▶ Information given
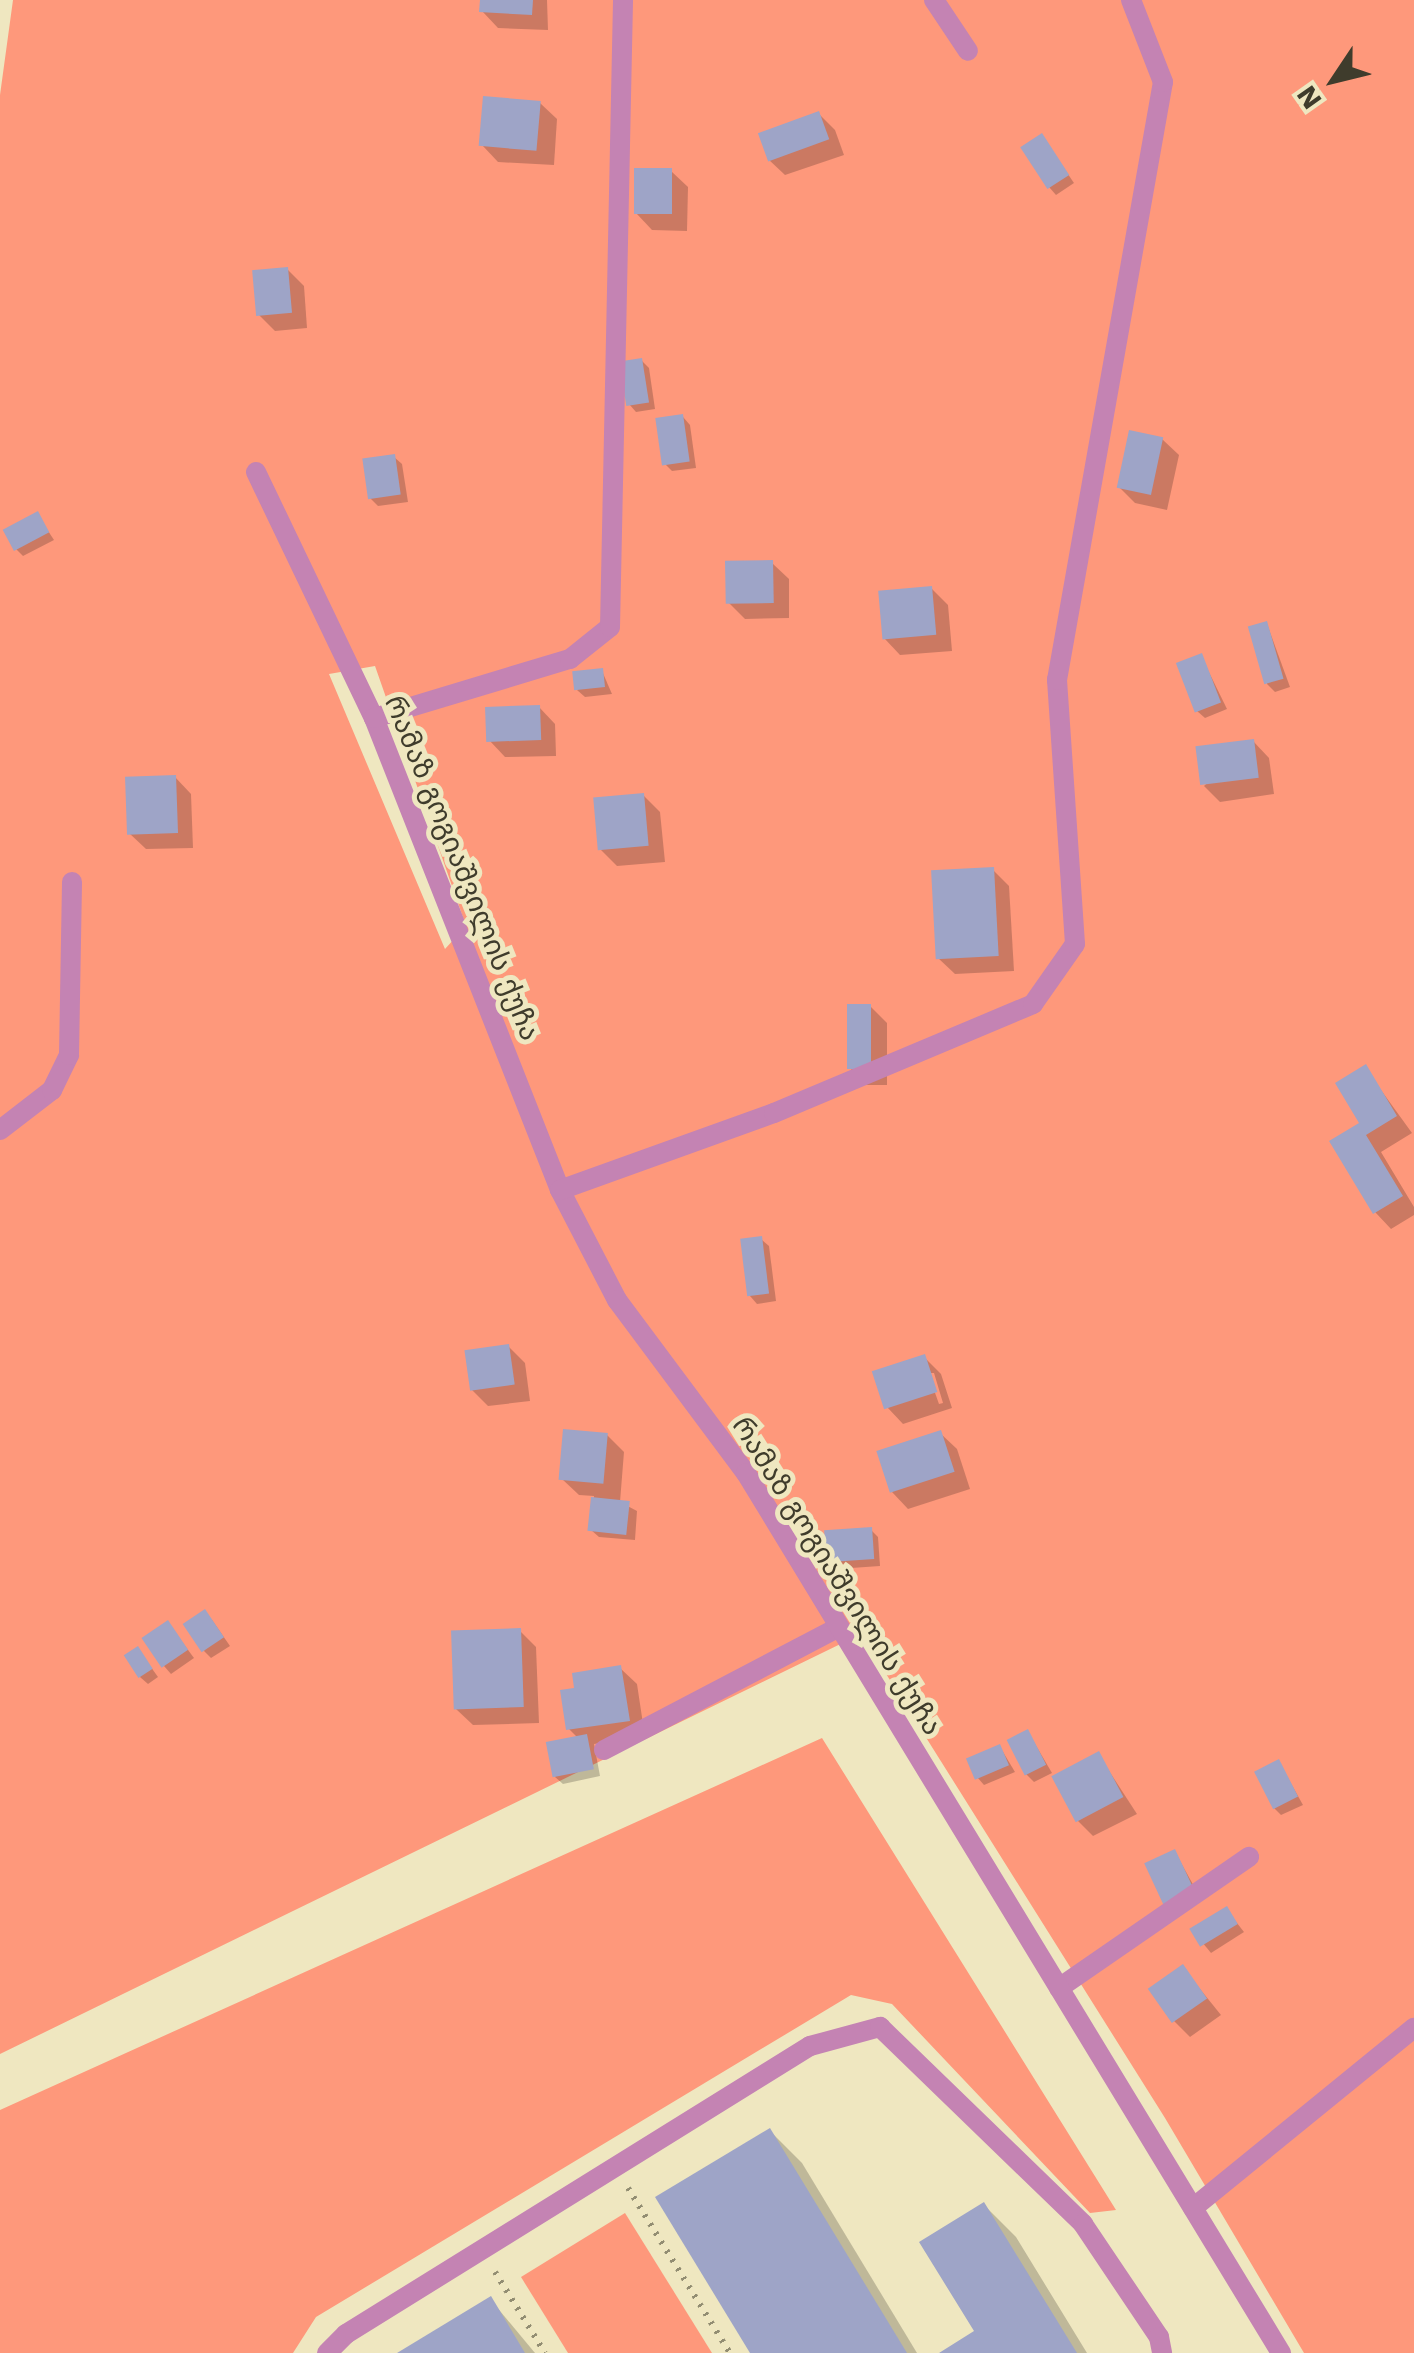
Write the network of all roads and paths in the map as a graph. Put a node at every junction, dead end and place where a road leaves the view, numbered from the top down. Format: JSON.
{"nodes":[{"id":1,"x":623,"y":0,"type":"edge"},
{"id":2,"x":934,"y":0,"type":"edge"},
{"id":3,"x":1132,"y":0,"type":"edge"},
{"id":4,"x":968,"y":52,"type":"dead end"},
{"id":5,"x":256,"y":472,"type":"dead end"},
{"id":6,"x":374,"y":718,"type":"junction"},
{"id":7,"x":72,"y":882,"type":"dead end"},
{"id":8,"x":0,"y":1130,"type":"edge"},
{"id":9,"x":560,"y":1190,"type":"junction"},
{"id":10,"x":840,"y":1627,"type":"junction"},
{"id":11,"x":604,"y":1750,"type":"dead end"},
{"id":12,"x":1249,"y":1857,"type":"dead end"},
{"id":13,"x":1059,"y":1988,"type":"junction"},
{"id":14,"x":1414,"y":2028,"type":"edge"},
{"id":15,"x":615,"y":2167,"type":"junction"},
{"id":16,"x":1193,"y":2208,"type":"junction"},
{"id":17,"x":482,"y":2249,"type":"junction"},
{"id":18,"x":326,"y":2353,"type":"edge"},
{"id":19,"x":544,"y":2353,"type":"edge"},
{"id":20,"x":730,"y":2353,"type":"edge"},
{"id":21,"x":1162,"y":2353,"type":"edge"},
{"id":22,"x":1281,"y":2353,"type":"edge"}],
"edges":[{"from":1,"to":6,"type":"street"},
{"from":2,"to":4,"type":"street"},
{"from":3,"to":9,"type":"street"},
{"from":5,"to":6,"type":"street","name":"რამაზ გოგიაშვილის ქუჩა"},
{"from":6,"to":9,"type":"street","name":"რამაზ გოგიაშვილის ქუჩა"},
{"from":7,"to":8,"type":"street"},
{"from":9,"to":10,"type":"street","name":"რამაზ გოგიაშვილის ქუჩა"},
{"from":10,"to":11,"type":"street"},
{"from":10,"to":13,"type":"street","name":"რამაზ გოგიაშვილის ქუჩა"},
{"from":12,"to":13,"type":"street"},
{"from":13,"to":16,"type":"street","name":"რამაზ გოგიაშვილის ქუჩა"},
{"from":14,"to":16,"type":"street"},
{"from":15,"to":17,"type":"street"},
{"from":15,"to":20,"type":"path"},
{"from":15,"to":21,"type":"street"},
{"from":16,"to":22,"type":"street","name":"რამაზ გოგიაშვილის ქუჩა"},
{"from":17,"to":18,"type":"street"},
{"from":17,"to":19,"type":"path"}]}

▶ Work task
The lines to return are those in the records above that hold the word "junction".

▶ Output of the task
Write the network of all roads and paths in the map as a graph. Put a node at every junction, dead end and place where a road leaves the view, numbered from the top down. Format: JSON.
{"id":6,"x":374,"y":718,"type":"junction"},
{"id":9,"x":560,"y":1190,"type":"junction"},
{"id":10,"x":840,"y":1627,"type":"junction"},
{"id":13,"x":1059,"y":1988,"type":"junction"},
{"id":15,"x":615,"y":2167,"type":"junction"},
{"id":16,"x":1193,"y":2208,"type":"junction"},
{"id":17,"x":482,"y":2249,"type":"junction"},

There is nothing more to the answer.